=== Dataset ===

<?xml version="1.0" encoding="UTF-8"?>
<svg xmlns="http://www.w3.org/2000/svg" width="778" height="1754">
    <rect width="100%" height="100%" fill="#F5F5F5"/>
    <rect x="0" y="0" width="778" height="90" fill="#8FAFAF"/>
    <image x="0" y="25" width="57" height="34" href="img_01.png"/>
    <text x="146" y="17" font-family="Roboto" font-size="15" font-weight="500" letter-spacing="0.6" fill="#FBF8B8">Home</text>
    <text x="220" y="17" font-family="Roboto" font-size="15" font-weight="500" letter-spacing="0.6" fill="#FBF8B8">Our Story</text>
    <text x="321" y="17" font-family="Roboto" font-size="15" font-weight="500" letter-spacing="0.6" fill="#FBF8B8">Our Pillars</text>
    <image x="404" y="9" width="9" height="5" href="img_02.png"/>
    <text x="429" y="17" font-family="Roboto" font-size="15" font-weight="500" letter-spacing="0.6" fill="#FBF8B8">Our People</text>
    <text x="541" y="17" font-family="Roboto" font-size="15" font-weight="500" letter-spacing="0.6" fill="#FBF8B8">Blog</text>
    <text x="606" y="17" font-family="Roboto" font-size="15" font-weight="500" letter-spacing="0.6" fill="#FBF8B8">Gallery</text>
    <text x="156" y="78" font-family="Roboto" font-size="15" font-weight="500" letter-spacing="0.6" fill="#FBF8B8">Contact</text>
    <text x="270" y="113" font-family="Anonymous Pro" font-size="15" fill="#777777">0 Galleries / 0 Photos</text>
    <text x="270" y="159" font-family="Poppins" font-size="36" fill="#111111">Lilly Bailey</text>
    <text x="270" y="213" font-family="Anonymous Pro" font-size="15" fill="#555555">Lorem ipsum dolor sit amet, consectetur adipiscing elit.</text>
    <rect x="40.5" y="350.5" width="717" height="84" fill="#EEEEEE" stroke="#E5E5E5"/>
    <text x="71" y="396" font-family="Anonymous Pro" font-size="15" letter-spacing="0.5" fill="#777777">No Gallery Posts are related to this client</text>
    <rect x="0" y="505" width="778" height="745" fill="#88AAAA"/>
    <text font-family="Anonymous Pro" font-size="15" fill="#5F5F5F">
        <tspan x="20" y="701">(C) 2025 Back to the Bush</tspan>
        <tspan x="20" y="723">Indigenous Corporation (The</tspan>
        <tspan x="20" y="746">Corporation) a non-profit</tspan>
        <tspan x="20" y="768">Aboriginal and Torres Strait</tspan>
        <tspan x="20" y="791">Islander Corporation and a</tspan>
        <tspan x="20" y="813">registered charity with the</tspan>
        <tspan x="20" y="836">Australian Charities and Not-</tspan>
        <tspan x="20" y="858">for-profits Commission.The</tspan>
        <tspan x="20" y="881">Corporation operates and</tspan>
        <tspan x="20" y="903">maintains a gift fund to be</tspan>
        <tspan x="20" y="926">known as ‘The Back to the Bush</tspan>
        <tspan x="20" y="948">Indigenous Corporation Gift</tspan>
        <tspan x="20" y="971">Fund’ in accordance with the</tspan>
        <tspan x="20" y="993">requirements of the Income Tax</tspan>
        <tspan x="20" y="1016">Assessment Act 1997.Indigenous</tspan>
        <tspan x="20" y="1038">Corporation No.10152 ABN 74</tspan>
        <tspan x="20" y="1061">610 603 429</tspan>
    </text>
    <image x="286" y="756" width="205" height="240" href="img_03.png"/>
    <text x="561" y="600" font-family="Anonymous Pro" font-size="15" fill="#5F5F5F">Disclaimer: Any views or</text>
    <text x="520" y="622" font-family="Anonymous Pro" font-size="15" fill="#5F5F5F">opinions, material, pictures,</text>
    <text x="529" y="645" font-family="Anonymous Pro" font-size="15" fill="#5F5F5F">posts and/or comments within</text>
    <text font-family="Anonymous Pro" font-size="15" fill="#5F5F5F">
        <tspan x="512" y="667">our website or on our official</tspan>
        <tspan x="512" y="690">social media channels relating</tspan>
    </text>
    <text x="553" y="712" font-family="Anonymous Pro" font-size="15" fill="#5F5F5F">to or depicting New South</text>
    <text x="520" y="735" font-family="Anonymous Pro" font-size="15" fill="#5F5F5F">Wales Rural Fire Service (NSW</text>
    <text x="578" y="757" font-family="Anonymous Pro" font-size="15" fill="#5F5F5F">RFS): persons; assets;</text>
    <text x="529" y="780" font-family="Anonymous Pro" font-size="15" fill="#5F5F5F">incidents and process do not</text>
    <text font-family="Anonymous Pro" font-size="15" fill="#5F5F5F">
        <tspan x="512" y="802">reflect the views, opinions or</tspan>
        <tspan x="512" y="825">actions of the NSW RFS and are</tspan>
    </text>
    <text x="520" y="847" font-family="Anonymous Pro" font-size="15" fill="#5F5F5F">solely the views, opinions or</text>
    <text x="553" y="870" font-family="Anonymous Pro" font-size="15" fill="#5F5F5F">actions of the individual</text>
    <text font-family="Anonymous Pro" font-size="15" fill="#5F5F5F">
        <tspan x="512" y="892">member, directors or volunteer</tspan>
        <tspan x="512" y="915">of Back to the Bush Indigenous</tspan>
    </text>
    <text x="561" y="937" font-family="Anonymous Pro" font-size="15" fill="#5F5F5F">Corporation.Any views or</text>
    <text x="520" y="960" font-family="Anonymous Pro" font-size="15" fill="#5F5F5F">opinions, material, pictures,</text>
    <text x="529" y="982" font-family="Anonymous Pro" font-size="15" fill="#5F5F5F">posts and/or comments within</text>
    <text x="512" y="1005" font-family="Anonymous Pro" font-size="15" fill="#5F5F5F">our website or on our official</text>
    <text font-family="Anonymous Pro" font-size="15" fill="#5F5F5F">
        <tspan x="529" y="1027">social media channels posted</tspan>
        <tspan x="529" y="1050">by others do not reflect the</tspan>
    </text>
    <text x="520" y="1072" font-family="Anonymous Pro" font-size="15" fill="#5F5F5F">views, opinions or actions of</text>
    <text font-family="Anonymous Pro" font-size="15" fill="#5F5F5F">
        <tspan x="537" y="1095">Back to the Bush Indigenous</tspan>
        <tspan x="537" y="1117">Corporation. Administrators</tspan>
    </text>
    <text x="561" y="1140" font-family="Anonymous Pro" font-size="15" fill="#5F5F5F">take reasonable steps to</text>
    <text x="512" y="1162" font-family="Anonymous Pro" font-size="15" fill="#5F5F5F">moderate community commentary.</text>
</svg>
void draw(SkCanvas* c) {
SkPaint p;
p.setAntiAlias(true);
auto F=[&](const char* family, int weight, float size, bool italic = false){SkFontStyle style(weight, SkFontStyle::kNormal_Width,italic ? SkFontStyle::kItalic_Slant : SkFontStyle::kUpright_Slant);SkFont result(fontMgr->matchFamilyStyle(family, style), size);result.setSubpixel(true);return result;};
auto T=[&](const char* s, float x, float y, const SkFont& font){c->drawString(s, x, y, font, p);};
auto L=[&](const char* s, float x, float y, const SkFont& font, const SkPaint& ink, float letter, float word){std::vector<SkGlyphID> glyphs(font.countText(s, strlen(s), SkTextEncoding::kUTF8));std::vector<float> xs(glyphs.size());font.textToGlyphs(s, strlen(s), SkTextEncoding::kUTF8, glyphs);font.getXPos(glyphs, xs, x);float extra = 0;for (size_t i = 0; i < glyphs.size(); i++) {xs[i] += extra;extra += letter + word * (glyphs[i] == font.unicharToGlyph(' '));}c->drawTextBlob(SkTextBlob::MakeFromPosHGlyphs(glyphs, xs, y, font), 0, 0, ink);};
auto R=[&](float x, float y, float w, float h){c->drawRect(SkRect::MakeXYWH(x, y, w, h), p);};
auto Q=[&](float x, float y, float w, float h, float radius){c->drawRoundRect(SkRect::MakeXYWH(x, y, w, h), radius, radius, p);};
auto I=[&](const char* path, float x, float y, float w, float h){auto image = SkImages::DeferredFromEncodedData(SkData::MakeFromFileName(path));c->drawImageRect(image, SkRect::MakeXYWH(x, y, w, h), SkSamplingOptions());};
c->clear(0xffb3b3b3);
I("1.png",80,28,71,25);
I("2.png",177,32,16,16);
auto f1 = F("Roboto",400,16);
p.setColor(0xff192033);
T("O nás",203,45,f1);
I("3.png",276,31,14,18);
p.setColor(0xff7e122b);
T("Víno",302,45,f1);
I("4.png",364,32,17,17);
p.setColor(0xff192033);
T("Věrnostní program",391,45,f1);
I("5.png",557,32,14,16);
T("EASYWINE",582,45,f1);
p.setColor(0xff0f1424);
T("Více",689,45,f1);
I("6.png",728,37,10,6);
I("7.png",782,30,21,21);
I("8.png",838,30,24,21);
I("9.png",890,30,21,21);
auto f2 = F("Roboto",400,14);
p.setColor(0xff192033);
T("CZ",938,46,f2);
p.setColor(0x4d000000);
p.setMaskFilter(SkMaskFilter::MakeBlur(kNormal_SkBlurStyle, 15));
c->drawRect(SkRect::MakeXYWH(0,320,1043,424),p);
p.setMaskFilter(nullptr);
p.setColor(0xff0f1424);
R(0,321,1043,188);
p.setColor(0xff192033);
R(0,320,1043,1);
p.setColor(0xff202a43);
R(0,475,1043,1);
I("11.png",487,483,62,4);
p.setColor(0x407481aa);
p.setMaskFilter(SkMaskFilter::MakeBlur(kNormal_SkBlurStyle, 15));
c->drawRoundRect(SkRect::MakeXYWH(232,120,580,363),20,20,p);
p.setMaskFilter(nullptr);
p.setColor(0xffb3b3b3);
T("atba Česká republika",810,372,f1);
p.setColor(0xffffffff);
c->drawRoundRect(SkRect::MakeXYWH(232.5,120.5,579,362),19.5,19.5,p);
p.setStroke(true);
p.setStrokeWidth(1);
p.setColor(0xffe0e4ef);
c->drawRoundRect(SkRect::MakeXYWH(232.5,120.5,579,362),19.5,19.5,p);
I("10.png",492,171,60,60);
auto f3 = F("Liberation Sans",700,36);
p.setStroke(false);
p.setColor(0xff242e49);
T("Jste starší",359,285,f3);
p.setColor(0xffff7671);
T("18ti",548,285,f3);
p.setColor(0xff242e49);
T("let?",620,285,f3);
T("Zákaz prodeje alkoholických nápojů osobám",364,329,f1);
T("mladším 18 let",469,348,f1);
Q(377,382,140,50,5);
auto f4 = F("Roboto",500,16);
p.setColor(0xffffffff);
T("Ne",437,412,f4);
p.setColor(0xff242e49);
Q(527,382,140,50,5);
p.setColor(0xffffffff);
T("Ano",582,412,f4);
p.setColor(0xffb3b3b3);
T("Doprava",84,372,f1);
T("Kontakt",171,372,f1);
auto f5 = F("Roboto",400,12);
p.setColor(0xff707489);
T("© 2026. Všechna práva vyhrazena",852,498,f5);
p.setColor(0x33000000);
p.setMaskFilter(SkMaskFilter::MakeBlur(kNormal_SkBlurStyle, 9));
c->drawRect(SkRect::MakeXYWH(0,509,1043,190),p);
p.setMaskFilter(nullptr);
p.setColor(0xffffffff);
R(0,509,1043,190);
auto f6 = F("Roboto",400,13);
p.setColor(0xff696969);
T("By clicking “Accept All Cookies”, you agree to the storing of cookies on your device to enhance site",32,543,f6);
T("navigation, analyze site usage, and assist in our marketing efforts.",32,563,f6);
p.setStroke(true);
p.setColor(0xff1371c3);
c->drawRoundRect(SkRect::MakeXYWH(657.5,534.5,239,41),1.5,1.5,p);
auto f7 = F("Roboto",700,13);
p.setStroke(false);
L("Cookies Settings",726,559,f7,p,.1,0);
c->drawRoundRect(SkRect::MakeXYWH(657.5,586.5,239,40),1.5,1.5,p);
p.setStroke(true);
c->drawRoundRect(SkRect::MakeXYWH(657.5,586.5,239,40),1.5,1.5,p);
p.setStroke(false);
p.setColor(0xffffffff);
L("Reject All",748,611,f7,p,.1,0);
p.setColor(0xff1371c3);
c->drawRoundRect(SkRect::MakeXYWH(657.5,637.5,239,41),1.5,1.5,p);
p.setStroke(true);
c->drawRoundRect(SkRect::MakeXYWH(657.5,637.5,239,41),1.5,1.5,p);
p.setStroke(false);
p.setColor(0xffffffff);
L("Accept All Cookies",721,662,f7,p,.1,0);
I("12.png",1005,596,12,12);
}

===

Aim of the exercise →
An exact copy of the lines above, from the one containing "p.setAntiAlias(true);" down to the one containing "auto T=[&](const char*" and including both, is the whole answer; retype it and nothing else.

Answer section →
p.setAntiAlias(true);
auto F=[&](const char* family, int weight, float size, bool italic = false){SkFontStyle style(weight, SkFontStyle::kNormal_Width,italic ? SkFontStyle::kItalic_Slant : SkFontStyle::kUpright_Slant);SkFont result(fontMgr->matchFamilyStyle(family, style), size);result.setSubpixel(true);return result;};
auto T=[&](const char* s, float x, float y, const SkFont& font){c->drawString(s, x, y, font, p);};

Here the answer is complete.